- Required work -
Take each line of the listing that has the string "Bill" and report it.

- Provided data -
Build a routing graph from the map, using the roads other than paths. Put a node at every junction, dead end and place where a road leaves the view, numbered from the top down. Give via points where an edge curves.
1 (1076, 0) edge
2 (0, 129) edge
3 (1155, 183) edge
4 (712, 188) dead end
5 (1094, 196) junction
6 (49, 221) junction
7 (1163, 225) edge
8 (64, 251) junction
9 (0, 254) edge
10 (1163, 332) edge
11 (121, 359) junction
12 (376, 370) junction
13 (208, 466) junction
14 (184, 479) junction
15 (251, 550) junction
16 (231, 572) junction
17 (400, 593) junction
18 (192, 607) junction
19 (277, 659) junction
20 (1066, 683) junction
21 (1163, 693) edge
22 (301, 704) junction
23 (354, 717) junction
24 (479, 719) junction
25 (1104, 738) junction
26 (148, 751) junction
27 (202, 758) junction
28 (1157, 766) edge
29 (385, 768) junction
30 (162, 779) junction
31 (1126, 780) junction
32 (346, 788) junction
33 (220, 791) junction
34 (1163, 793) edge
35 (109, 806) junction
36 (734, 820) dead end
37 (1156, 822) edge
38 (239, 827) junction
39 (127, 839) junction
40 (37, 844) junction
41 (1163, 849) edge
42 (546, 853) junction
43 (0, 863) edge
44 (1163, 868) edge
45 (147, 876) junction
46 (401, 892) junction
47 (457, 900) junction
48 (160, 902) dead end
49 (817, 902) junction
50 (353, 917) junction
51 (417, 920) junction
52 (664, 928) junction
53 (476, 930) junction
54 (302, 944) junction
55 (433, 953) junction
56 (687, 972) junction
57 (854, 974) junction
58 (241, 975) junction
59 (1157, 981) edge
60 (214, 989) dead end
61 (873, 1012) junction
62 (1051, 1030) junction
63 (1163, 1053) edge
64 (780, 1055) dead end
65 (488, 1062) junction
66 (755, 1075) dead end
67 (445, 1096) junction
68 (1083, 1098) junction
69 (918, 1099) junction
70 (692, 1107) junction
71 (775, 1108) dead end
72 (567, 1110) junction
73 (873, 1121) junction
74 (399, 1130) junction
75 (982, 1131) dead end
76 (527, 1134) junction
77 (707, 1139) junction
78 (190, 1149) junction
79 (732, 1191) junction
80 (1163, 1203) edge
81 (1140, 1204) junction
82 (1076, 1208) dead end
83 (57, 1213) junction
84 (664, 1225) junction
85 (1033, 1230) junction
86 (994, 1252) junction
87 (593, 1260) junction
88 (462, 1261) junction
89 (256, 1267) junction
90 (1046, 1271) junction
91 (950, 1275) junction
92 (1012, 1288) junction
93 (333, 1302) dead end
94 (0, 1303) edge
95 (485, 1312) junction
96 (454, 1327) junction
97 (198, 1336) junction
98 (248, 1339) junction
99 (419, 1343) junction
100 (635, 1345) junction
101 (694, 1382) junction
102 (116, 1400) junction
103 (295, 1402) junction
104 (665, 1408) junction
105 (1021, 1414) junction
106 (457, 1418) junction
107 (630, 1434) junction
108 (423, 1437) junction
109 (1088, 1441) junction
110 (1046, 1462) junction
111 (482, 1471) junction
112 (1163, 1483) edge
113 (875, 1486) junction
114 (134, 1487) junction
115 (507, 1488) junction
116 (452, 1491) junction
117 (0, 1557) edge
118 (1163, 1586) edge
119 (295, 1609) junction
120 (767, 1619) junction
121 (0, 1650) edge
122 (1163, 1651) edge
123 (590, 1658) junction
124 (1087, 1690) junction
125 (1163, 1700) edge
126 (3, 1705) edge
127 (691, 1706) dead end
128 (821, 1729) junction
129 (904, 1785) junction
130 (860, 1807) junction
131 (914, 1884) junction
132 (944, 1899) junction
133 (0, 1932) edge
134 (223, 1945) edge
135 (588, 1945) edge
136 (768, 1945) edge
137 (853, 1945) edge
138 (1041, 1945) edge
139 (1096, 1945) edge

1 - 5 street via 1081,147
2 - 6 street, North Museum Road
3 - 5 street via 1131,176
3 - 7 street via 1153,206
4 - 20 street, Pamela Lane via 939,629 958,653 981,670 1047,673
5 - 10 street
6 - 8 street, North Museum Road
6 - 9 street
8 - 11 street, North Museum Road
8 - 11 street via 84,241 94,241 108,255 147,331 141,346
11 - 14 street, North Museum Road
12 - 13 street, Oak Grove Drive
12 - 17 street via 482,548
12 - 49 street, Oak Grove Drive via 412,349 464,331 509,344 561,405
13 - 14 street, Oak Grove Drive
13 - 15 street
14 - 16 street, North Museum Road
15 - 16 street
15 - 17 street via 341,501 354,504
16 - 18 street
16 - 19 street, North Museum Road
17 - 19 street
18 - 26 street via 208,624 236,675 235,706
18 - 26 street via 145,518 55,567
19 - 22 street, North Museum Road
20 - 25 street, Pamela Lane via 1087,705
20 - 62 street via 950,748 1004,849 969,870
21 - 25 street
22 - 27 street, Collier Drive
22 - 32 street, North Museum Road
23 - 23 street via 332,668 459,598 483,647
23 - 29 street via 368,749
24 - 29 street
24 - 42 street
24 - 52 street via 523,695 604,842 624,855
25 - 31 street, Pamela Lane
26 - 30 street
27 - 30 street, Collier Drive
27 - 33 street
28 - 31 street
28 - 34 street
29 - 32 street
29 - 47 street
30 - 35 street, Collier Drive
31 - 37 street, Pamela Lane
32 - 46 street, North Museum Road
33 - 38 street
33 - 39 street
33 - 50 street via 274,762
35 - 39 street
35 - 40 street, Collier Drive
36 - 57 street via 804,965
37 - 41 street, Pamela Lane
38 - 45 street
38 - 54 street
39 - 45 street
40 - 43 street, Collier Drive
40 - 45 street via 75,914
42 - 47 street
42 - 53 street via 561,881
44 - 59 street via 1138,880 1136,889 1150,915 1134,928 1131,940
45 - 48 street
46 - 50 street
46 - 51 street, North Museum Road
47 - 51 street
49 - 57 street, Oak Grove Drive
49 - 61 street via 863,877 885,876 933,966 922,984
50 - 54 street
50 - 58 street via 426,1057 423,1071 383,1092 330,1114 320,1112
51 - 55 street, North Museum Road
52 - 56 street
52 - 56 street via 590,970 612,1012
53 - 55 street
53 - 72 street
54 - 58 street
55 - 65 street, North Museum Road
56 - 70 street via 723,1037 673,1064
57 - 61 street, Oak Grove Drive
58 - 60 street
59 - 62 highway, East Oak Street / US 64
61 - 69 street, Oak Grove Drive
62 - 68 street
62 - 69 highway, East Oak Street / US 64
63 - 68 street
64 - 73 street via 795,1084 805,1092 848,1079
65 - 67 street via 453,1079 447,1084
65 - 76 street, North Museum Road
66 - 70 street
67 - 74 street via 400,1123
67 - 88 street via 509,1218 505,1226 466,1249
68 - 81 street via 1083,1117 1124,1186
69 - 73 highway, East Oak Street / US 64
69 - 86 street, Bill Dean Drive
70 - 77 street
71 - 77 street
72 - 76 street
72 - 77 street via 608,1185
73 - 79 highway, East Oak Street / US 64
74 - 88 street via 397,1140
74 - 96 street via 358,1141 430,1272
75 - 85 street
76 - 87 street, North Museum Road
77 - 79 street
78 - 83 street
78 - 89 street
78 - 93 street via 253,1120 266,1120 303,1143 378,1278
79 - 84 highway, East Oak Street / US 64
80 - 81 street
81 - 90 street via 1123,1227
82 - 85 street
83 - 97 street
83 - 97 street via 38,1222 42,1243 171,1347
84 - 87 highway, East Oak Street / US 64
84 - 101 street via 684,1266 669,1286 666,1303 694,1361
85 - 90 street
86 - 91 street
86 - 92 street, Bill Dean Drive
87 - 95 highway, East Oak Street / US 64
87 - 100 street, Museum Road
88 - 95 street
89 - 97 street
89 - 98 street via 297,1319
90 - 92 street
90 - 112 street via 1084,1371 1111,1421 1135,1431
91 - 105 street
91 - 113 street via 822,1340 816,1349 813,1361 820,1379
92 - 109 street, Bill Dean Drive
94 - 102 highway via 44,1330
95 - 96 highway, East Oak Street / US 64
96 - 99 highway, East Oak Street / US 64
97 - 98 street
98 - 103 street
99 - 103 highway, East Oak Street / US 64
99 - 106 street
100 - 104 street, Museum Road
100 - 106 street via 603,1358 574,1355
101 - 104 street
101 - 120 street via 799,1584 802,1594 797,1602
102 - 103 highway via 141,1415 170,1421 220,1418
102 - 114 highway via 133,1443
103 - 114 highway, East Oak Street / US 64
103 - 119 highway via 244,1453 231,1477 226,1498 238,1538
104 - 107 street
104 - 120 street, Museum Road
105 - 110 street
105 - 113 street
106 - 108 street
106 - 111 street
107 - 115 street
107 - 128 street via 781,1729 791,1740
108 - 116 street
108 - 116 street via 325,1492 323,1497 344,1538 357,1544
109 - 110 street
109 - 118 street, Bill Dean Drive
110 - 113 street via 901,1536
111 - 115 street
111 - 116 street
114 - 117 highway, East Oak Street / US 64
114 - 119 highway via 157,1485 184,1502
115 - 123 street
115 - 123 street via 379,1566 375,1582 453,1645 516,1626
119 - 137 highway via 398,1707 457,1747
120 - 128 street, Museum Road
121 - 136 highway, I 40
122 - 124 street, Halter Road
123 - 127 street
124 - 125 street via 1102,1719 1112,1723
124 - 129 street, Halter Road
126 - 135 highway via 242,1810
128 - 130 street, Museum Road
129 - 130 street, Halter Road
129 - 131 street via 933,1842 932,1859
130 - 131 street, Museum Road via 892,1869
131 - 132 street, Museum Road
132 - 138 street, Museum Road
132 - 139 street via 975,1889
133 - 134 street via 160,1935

- Written solution -
69 - 86 street, Bill Dean Drive
86 - 92 street, Bill Dean Drive
92 - 109 street, Bill Dean Drive
109 - 118 street, Bill Dean Drive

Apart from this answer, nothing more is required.